What you need to do
Copy out every line of the records in which "Силянов" can be found.

[Stored dataset items]
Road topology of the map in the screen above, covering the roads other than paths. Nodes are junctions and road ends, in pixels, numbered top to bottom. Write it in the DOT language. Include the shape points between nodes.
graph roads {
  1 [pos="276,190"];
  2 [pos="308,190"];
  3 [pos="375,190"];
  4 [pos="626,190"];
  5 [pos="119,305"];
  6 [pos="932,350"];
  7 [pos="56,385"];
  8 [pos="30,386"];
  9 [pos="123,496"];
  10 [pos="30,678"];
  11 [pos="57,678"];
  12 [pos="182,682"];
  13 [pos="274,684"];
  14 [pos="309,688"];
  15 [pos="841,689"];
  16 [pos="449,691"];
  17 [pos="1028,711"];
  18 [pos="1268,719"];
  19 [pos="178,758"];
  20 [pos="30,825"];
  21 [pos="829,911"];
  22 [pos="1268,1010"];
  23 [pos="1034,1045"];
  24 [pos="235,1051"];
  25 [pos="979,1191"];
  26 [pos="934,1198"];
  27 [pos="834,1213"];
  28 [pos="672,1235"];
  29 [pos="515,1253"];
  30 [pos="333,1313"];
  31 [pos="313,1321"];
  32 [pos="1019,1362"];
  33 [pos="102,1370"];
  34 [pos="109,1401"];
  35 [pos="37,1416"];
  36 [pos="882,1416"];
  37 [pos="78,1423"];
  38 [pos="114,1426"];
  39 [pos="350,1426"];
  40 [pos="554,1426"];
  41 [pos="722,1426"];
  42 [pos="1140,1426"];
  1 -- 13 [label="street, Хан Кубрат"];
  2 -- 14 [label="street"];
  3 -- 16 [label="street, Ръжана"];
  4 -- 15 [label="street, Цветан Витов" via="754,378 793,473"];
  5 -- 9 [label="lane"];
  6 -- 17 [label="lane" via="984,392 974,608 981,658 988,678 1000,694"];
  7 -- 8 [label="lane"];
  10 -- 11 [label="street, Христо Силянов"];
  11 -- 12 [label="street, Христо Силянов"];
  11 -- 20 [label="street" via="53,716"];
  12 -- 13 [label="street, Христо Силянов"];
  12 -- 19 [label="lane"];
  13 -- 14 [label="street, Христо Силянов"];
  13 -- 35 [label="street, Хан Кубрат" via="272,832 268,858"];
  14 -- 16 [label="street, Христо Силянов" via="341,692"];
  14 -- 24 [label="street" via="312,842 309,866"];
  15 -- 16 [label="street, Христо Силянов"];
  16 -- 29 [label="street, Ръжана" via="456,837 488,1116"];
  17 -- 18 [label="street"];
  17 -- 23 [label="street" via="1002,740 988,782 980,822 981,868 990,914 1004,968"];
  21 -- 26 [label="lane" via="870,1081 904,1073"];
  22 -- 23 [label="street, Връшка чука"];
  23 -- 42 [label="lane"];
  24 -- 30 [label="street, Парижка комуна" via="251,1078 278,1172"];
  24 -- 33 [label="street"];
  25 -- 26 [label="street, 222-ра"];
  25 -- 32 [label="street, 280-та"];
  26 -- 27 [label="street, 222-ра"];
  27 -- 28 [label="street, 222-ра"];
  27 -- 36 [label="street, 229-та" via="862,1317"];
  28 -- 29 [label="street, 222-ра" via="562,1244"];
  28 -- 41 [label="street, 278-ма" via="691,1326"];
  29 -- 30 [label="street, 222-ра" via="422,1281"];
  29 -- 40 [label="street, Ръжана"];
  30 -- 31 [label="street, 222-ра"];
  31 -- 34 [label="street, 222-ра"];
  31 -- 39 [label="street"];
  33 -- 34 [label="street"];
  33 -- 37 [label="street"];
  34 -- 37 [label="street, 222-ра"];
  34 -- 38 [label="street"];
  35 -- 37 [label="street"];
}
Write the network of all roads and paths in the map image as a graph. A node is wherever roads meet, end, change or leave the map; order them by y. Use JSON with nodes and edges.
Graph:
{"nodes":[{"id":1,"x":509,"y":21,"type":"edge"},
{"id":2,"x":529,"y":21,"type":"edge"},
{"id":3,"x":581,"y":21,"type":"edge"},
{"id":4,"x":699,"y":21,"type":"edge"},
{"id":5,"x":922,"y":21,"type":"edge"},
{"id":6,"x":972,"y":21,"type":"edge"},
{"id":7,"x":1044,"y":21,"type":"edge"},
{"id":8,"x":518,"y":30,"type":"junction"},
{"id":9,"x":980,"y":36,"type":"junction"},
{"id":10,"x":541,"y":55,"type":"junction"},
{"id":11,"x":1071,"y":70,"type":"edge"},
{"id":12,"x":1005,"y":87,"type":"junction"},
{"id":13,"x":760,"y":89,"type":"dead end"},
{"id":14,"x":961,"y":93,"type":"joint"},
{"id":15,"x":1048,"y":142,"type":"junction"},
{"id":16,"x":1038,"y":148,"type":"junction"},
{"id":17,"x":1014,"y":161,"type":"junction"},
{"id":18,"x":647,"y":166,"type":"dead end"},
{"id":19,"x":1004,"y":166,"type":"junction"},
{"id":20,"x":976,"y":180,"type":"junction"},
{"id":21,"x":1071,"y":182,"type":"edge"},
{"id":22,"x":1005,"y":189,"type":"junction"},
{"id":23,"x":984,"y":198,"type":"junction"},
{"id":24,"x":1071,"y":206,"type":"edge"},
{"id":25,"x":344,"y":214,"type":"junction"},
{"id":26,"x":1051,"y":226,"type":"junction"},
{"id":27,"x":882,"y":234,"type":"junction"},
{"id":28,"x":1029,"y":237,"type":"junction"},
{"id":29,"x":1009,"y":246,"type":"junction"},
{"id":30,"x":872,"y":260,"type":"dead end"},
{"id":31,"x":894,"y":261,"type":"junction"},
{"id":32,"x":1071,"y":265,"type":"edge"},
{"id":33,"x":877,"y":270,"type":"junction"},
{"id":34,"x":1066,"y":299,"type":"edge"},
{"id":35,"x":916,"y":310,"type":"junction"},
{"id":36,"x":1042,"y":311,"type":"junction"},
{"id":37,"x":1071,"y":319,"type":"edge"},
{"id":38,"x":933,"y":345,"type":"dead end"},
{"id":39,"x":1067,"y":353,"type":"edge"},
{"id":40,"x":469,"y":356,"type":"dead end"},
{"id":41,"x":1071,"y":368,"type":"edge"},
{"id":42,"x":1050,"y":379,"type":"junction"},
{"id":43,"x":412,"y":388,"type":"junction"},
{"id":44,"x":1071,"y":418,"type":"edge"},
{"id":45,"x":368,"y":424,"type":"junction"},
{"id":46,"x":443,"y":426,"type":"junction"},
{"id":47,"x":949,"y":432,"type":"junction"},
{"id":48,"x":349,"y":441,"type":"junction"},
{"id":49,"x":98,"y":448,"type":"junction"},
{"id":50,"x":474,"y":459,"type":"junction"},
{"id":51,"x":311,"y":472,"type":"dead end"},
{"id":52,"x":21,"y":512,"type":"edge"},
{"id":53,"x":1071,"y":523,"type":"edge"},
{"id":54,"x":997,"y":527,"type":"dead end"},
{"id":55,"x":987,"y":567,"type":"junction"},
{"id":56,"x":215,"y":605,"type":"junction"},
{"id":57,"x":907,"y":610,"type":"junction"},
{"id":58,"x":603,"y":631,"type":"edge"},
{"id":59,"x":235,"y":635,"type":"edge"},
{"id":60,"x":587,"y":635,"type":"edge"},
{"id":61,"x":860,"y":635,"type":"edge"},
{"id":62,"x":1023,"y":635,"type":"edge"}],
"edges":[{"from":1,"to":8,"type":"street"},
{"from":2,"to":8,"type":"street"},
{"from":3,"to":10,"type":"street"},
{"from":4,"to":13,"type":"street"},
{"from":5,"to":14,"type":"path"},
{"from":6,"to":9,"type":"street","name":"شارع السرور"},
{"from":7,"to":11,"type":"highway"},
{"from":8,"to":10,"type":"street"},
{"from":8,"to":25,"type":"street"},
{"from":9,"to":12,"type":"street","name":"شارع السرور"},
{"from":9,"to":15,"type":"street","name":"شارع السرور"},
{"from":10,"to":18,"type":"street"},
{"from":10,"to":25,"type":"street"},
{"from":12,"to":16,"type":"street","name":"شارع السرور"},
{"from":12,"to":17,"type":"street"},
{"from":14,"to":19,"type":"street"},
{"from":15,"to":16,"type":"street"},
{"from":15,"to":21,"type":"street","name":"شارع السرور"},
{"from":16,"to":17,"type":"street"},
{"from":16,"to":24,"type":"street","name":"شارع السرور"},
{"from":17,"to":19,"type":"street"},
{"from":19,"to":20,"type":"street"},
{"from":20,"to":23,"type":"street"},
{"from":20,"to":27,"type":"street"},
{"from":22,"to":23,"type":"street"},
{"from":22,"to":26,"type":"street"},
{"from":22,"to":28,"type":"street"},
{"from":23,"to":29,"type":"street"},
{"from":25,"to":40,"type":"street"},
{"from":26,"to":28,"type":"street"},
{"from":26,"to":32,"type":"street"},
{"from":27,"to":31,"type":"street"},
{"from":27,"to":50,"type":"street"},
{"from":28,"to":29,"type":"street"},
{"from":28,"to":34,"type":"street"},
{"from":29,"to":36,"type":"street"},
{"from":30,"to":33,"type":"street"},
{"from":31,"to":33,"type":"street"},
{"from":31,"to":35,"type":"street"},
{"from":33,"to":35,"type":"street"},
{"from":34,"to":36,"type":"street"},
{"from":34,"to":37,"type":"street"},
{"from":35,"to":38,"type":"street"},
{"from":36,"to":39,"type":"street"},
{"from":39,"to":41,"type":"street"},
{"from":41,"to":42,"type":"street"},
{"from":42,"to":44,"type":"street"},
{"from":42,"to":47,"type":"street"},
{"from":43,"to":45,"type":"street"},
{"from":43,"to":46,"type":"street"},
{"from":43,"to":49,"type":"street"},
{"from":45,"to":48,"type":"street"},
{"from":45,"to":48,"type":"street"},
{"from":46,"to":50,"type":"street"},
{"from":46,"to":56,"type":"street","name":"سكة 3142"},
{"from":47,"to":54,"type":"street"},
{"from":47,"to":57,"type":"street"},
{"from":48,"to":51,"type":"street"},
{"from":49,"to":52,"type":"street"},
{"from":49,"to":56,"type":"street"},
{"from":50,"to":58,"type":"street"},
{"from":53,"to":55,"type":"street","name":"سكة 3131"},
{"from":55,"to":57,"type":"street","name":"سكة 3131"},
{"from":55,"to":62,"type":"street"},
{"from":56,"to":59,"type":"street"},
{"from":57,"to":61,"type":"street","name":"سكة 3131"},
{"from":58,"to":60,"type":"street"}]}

Answer to this problem
  10 -- 11 [label="street, Христо Силянов"];
  11 -- 12 [label="street, Христо Силянов"];
  12 -- 13 [label="street, Христо Силянов"];
  13 -- 14 [label="street, Христо Силянов"];
  14 -- 16 [label="street, Христо Силянов" via="341,692"];
  15 -- 16 [label="street, Христо Силянов"];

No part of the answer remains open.